April 11, 2026
UK
Today, April 11th 2026, we mark the 50th anniversary of the passing of Marjorie Allen of Hurtwood - a remarkable landscape architect and campaigner whose ideas helped transform the way children play in the UK.
At a time when most playgrounds were little more than neat rows of swings, roundabouts and metal climbing frames, Marjorie Allen was championing something very different.
She believed children needed places where they could explore, build, take risks and shape their own environment.
Today we call this adventure play, but in the late 1940s and 1950s it was a radical new idea. As we have learnt since, it was one that would change the way we played forever.

Allen’s inspiration came from Denmark. In the 1940s she visited the Emdrup Adventure Playground in Copenhagen, often described as the world’s first adventure playground.
What she saw there was extraordinary.
Children weren’t simply using equipment that adults had designed for them. Instead, they were building the playground themselves.
With scrap timber, rope, tyres, tools and a huge amount of imagination, they created huts, towers, bridges, dens and teetering climbing structures. The playground was supervised, but not controlled.

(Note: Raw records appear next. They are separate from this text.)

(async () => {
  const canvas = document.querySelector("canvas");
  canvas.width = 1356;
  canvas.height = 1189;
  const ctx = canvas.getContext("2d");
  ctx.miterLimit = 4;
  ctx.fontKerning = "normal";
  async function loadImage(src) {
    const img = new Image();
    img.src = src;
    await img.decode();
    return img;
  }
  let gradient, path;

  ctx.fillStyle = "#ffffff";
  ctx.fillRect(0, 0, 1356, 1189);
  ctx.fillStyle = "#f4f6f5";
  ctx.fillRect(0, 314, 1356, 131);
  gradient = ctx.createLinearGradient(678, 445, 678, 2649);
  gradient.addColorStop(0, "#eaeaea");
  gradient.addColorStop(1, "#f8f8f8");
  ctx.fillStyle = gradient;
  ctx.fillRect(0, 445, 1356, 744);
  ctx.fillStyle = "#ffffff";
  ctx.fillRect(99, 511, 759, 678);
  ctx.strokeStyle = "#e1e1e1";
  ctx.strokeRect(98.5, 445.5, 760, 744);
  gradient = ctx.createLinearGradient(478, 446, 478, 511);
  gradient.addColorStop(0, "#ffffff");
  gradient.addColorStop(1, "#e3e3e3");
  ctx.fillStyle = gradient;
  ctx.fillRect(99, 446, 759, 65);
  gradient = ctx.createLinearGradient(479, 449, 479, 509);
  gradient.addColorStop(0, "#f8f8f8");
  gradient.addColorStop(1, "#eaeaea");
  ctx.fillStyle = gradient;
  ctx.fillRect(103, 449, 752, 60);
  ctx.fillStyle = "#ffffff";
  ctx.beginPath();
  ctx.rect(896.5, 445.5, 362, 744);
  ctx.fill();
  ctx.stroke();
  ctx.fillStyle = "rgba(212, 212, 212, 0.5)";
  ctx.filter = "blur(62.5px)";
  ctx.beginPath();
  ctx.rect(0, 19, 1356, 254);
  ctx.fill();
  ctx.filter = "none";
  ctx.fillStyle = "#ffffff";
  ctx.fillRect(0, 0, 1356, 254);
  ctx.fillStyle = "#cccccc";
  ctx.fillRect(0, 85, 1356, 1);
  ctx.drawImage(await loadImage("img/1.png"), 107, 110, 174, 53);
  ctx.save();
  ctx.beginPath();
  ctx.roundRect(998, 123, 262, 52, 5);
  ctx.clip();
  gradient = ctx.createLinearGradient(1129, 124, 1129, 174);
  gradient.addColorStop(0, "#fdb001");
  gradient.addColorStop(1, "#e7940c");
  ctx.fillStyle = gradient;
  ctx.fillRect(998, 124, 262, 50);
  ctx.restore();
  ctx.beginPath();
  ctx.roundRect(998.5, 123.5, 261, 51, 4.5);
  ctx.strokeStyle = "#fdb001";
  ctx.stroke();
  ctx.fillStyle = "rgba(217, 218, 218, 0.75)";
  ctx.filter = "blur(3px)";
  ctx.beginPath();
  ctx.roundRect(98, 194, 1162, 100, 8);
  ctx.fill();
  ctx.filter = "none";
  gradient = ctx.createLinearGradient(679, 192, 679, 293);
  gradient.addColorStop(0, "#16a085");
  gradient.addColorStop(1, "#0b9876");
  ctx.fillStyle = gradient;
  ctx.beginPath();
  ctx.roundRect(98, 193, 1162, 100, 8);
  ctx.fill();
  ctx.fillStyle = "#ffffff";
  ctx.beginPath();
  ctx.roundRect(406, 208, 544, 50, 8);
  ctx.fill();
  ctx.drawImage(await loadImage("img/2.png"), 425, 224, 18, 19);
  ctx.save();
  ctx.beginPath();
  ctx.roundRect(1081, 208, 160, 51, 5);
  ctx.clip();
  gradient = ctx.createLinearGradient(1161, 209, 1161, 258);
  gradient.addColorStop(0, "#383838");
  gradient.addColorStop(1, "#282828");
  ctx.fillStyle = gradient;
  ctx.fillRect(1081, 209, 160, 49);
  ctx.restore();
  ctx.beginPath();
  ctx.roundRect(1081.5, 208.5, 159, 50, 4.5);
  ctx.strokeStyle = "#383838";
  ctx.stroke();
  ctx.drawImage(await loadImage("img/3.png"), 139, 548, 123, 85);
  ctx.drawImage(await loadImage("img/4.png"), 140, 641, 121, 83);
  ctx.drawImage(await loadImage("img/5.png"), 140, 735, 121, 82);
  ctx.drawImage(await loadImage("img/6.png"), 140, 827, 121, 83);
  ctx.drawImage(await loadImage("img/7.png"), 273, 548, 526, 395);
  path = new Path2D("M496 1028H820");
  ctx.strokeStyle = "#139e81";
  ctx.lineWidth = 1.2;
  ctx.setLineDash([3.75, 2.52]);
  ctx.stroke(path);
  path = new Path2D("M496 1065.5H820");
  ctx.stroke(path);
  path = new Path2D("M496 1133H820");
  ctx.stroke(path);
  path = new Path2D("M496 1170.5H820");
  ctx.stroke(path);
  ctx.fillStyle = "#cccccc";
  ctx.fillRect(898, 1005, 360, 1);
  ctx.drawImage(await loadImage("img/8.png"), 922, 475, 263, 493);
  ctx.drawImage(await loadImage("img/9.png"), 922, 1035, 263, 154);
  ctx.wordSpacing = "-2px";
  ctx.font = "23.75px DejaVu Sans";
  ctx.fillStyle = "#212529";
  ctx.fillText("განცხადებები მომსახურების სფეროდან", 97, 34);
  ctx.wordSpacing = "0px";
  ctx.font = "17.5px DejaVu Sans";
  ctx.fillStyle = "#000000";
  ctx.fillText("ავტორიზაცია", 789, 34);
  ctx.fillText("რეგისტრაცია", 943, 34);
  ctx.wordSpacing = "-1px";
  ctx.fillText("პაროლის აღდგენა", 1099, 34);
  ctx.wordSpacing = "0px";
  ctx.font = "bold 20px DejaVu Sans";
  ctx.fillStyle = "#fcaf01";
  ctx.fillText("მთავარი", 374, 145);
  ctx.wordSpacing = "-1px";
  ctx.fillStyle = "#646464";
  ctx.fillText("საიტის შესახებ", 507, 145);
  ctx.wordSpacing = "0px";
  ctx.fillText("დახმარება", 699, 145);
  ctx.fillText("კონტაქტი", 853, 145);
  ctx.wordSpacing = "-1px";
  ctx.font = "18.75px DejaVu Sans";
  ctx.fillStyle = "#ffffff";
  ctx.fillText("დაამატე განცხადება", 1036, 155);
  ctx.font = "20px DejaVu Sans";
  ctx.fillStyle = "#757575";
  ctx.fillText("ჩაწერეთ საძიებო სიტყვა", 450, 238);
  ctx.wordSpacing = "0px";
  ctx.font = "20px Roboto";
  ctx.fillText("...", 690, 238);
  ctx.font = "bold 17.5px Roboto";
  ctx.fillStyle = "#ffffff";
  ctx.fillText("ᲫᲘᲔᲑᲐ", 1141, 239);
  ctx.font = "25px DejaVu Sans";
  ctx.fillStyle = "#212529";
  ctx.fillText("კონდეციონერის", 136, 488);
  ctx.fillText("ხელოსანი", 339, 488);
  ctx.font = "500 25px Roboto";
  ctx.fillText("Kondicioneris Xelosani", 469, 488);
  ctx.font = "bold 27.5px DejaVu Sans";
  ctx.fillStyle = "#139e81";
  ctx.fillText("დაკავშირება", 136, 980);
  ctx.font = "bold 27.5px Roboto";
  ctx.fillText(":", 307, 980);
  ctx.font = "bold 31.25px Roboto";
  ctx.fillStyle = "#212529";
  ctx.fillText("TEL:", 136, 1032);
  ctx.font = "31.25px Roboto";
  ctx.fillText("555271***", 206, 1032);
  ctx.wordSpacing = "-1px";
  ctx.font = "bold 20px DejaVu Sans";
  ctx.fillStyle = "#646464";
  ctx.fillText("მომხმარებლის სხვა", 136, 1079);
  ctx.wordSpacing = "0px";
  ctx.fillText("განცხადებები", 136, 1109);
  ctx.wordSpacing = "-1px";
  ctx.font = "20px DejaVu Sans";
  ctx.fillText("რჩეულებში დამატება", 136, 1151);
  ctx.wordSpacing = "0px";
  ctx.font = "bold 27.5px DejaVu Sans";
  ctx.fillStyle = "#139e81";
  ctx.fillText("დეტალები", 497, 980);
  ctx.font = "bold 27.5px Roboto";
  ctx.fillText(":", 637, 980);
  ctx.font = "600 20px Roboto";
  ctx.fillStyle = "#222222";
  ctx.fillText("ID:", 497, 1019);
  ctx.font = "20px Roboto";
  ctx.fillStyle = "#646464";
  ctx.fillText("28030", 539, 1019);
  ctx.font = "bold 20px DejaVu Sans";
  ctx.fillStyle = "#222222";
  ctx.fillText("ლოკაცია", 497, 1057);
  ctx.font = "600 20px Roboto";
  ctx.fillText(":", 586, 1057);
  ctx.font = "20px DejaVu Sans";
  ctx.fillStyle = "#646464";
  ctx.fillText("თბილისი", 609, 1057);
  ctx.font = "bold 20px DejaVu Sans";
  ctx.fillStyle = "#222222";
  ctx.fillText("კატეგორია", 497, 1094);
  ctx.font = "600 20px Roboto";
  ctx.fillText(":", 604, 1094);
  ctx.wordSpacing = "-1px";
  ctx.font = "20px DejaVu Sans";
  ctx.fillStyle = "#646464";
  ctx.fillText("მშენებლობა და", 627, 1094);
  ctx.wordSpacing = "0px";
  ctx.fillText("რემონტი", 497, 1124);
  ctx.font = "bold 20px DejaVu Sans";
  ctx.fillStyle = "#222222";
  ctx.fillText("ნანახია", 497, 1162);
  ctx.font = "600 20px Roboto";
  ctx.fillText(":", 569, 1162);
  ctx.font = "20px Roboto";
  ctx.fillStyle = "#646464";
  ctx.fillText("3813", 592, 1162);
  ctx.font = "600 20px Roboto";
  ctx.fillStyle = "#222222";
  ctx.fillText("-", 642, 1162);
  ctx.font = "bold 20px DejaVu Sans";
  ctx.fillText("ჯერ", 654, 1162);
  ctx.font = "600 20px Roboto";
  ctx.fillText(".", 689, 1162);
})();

Adults acted more like trusted, experienced, older friends, who were there to advise when needed but mainly leaving children free to lead their own play.
Allen immediately recognised how powerful this kind of play could be.

In post-war Britain, bomb sites and small sites between damaged buildings had already become unofficial playgrounds for many children.
Allen saw that instead of removing these opportunities in the name of safety, we should be designing spaces that supported this kind of adventurous, creative play.
Through her campaigning, writing and professional work she helped introduce the idea of adventure playgrounds to Britain. Her book Planning for Play (1968) became one of the most influential texts ever written about play in the UK.
Her message was simple:
Children need space, freedom and the chance to shape their own play.
She believed play should be:
- Creative rather than prescriptive
- Challenging rather than overly controlled
- Led by children rather than directed by adults
Those ideas helped inspire dozens of adventure playgrounds across the country.
Chris Brasher, the British athlete, and co-founder of the London Marathon. Summed up the thinking perfectly when he said "The joy of living comes from action, from making the attempt, from the effort, not from success." Showing that winning came from participation rather than finishing first.

Marjorie Allen’s ideas challenged the way playgrounds were traditionally designed. Most playgrounds at the time were fixed, orderly and built primarily around control and safety. Adventure playgrounds turned that thinking on its head. Instead of fixed equipment, they embraced:
- Loose parts - Materials children could move, build with and transform.
- Managed risk - Opportunities to climb higher, build bigger and test their abilities.
- Ownership - Spaces shaped and evolved by the children using them.
- Collaboration - Encouraging children to work together and achieve more.
These principles are still at the heart of how many of us think about play today.
Fifty years after Allen’s passing, many of the challenges she spoke about are still with us - and in some ways they’ve grown.
Children today often have:
- Less access to independent outdoor play
- Highly risk-averse playgrounds
- A more structured, time managed life
- Fewer opportunities to experiment and create
Adventure play offers a powerful response to all of this.
The kinds of environments Allen championed help children develop:
- Confidence
- Resilience
- Problem-solving skills
- Collaboration
- Practical creativity
In a world increasingly shaped by screens and schedules, these qualities are for us, more important than ever.

The thinking Marjorie Allen helped introduce continues to influence play today, from:
- Adventure playgrounds across the UK and Europe
- Forest schools and outdoor learning
- Contemporary adventure play design
- The growing recognition that managed risk is an important and positive part of play
Many of the most exciting play spaces being built today owe something to the ideas she championed.
Her work reminds us that great play environments aren’t just about equipment.
They’re about freedom, imagination and giving children the chance to shape the world around them.

As we mark the 50th anniversary of her passing, it’s worth recognising that Marjorie Allen did more than influence playground design.
She helped change how we think about childhood itself.
Her vision was simple: play should be messy, creative, adventurous and not limited by the imaginations of adults.
Half a century later, that vision feels just as relevant - and even more important.
At CAP.CO we’re proud to continue flying her flag. We're building adventure play inspired by the passion, thinking and many of the lessons she taught us along the way.